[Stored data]
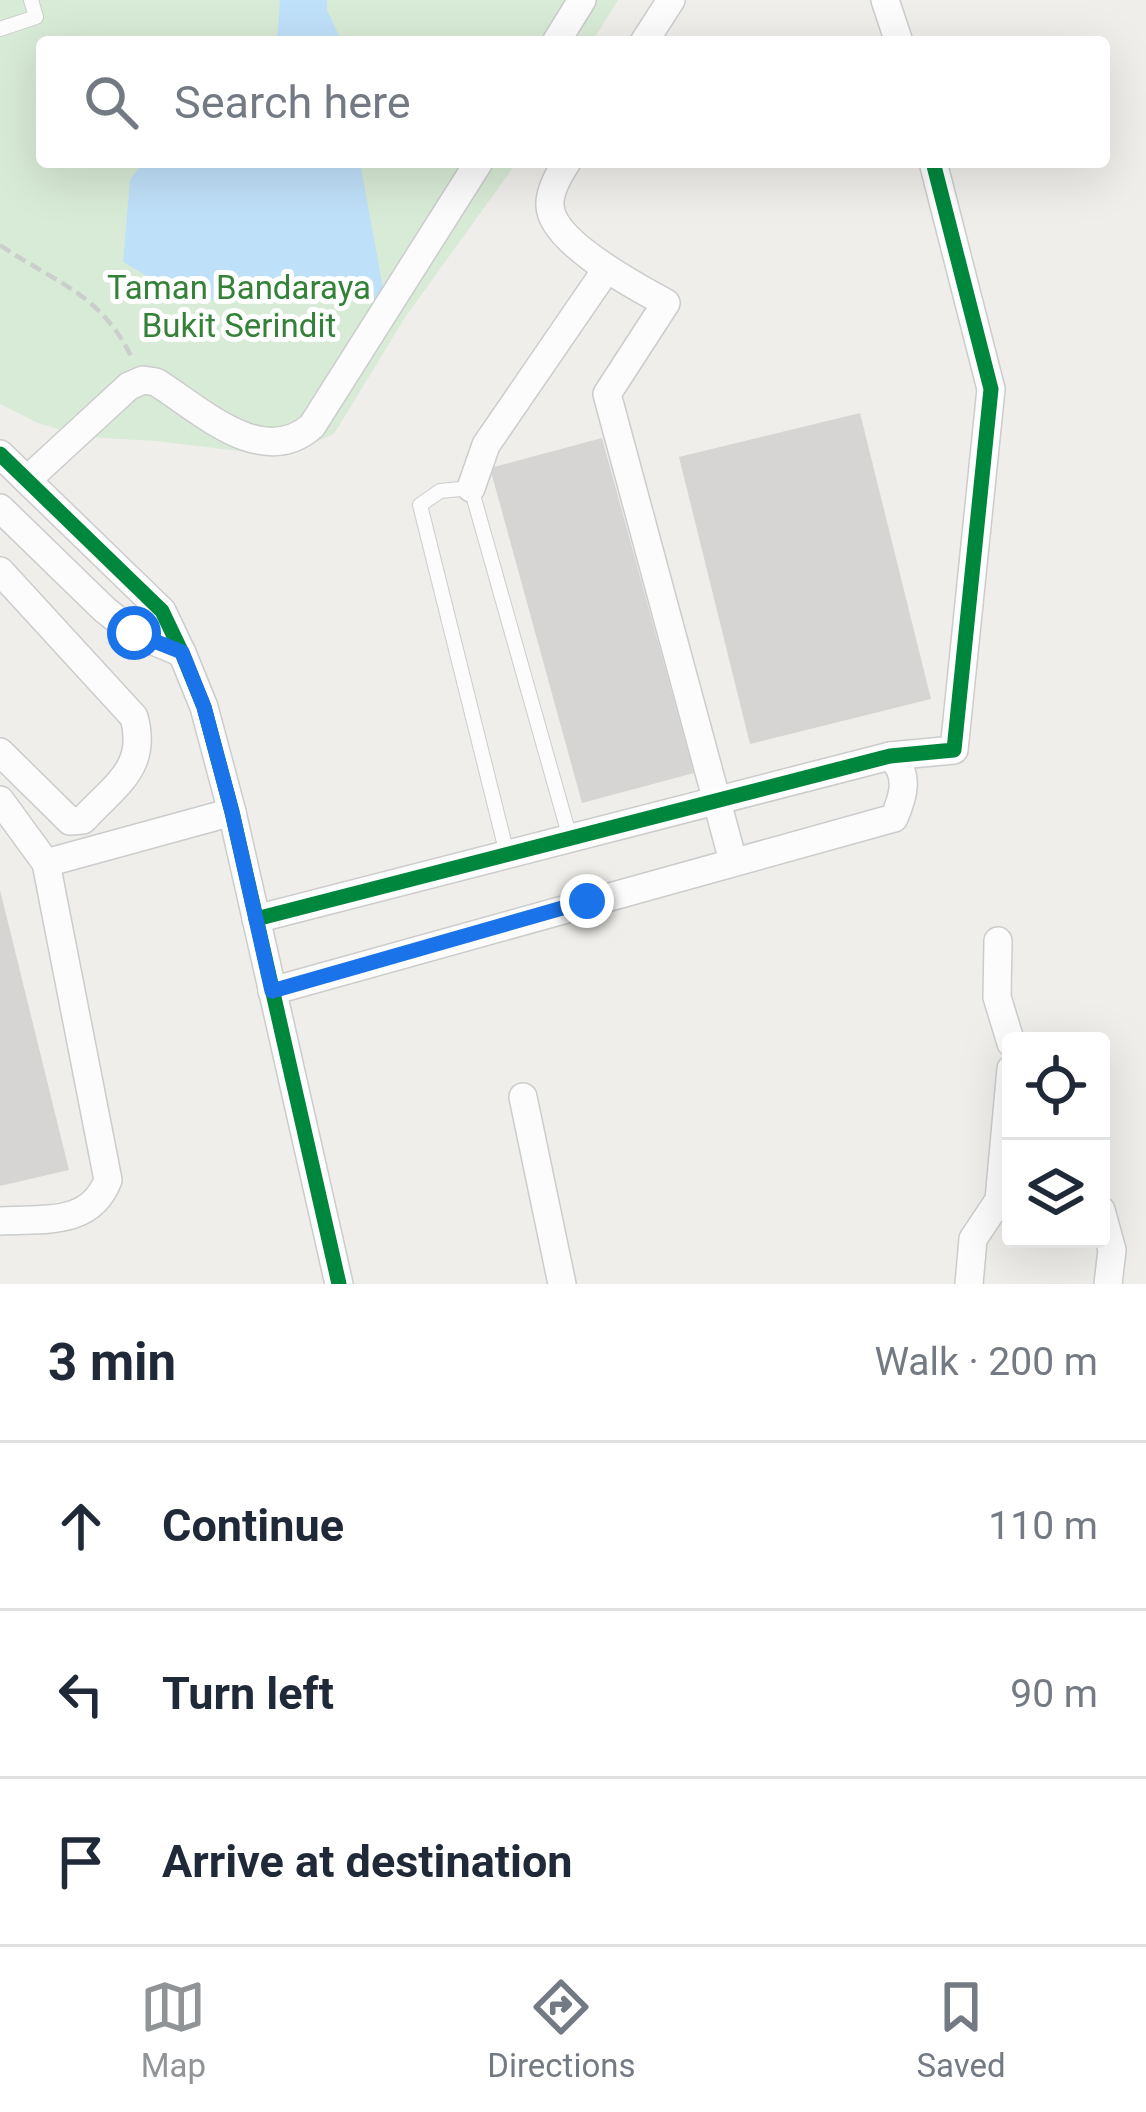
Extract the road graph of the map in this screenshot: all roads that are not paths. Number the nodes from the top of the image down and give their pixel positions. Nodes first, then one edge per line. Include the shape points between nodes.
1 (31, 0) edge
2 (582, 0) edge
3 (671, 0) edge
4 (885, 0) edge
5 (0, 29) edge
6 (560, 36) edge
7 (648, 36) edge
8 (897, 36) edge
9 (475, 168) edge
10 (564, 168) edge
11 (935, 168) edge
12 (606, 270) junction
13 (0, 454) edge
14 (35, 488) junction
15 (471, 488) junction
16 (0, 508) edge
17 (21, 528) junction
18 (0, 549) edge
19 (0, 572) edge
20 (182, 652) junction
21 (0, 752) edge
22 (890, 756) junction
23 (0, 800) edge
24 (716, 800) junction
25 (232, 812) junction
26 (570, 838) junction
27 (507, 855) junction
28 (733, 861) junction
29 (46, 862) junction
30 (256, 919) junction
31 (998, 941) dead end
32 (272, 991) junction
33 (1008, 1032) edge
34 (524, 1097) dead end
35 (1004, 1140) edge
36 (0, 1221) edge
37 (1110, 1243) edge
38 (339, 1284) edge
39 (562, 1284) edge
40 (969, 1284) edge
41 (1108, 1284) edge

1 - 5 lane via 37,17
2 - 6 street
3 - 7 street
4 - 8 street
9 - 14 street via 312,426 294,442 244,437 143,380
10 - 12 street via 549,202 552,216
11 - 22 street via 991,389 954,749
12 - 15 street via 486,445
12 - 24 street via 666,303 607,394
13 - 14 street
14 - 17 street
14 - 20 street via 162,611
15 - 26 lane
15 - 27 lane via 440,490 420,505
16 - 17 street
17 - 18 street
17 - 20 street via 134,633
19 - 21 street via 134,717 141,740 136,761 83,820 70,821
20 - 25 street
22 - 24 street
22 - 28 street via 904,782 895,818
23 - 29 street
24 - 26 street
24 - 28 street
25 - 29 street
25 - 30 street
26 - 27 street
27 - 30 street
28 - 32 street
29 - 36 street via 108,1180 100,1200 80,1215
30 - 32 street
31 - 33 street via 997,997
32 - 38 street
34 - 39 street
35 - 40 street via 999,1200 973,1239
37 - 41 street

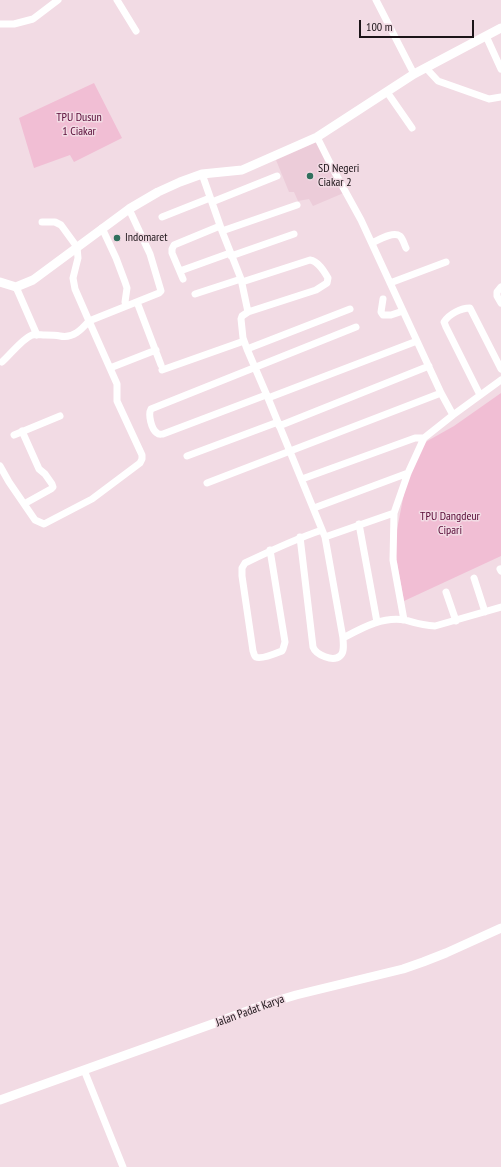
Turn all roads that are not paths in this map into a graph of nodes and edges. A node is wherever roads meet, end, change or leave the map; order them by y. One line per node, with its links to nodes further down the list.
1 (58, 0): 4 (street)
2 (117, 0): 6 (street)
3 (376, 0): 10 (street)
4 (0, 24)
5 (501, 28): 7 (street)
6 (136, 31)
7 (486, 36): 8 (street); 9 (street)
8 (426, 68): 10 (street); 12 (street)
9 (501, 69)
10 (414, 74): 11 (street)
11 (387, 92): 13 (street); 14 (street)
12 (501, 97)
13 (412, 128)
14 (317, 137): 15 (street); 25 (street)
15 (202, 174): 17 (street); 19 (street)
16 (277, 176): 17 (street)
17 (211, 200): 20 (street); 23 (street)
18 (297, 205): 23 (street)
19 (128, 209): 22 (street); 39 (street)
20 (162, 217)
21 (42, 222): 26 (street)
22 (102, 228): 26 (street); 41 (street)
23 (221, 228): 28 (street); 30 (street)
24 (294, 234): 28 (street)
25 (372, 243): 27 (street); 34 (street)
26 (77, 248): 35 (street); 45 (street)
27 (406, 248)
28 (231, 254): 30 (street); 32 (street)
29 (446, 262): 34 (street)
30 (180, 271): 31 (street)
31 (183, 279)
32 (242, 281): 37 (street); 44 (street); 44 (street)
33 (0, 282): 35 (street)
34 (390, 283): 43 (street)
35 (16, 287): 47 (street)
36 (501, 287): 40 (street)
37 (195, 294)
38 (383, 299): 43 (street)
39 (137, 302): 41 (street); 51 (street)
40 (501, 303)
41 (126, 306): 45 (street)
42 (350, 309): 50 (street)
43 (403, 311): 49 (street)
44 (248, 312): 48 (street)
45 (90, 321): 47 (street); 54 (street)
46 (356, 327): 55 (street)
47 (37, 334): 52 (street)
48 (244, 341): 50 (street); 51 (street)
49 (417, 341): 53 (street); 60 (street)
50 (247, 349): 55 (street)
51 (156, 350): 54 (street)
52 (2, 362)
53 (429, 366): 58 (street); 63 (street)
54 (110, 368): 73 (street)
55 (254, 368): 60 (street); 60 (street)
56 (501, 369): 59 (street)
57 (501, 380): 59 (street)
58 (441, 393): 61 (street); 67 (street)
59 (480, 395): 61 (street)
60 (267, 396): 63 (street)
61 (453, 415): 66 (street)
62 (60, 416): 64 (street)
63 (279, 424): 67 (street); 68 (street)
64 (22, 431): 65 (street); 73 (street)
65 (14, 435)
66 (424, 438): 70 (street); 71 (street)
67 (290, 451): 71 (street); 72 (street)
68 (188, 456)
69 (0, 466): 73 (street)
70 (408, 474): 74 (street); 75 (street)
71 (302, 479): 74 (street)
72 (207, 483)
73 (24, 504)
74 (314, 508): 77 (street)
75 (394, 513): 76 (street); 85 (street)
76 (359, 524): 79 (street); 87 (street)
77 (322, 530): 78 (street); 79 (street)
78 (300, 537): 80 (street); 88 (street)
79 (325, 537): 88 (street)
80 (270, 550): 80 (street)
81 (474, 578): 84 (street)
82 (446, 592): 86 (street)
83 (501, 607): 84 (street)
84 (485, 612): 86 (street)
85 (404, 620): 86 (street); 87 (street)
86 (456, 621)
87 (377, 622): 88 (street)
88 (343, 638)
89 (501, 928): 90 (street, Jalan Padat Karya)
90 (84, 1070): 91 (street, Jalan Padat Karya); 92 (street)
91 (0, 1100)
92 (123, 1167)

Your objective -
How many lines of the entries above hold the string "that"? Reply with the number alone.

Your response -
2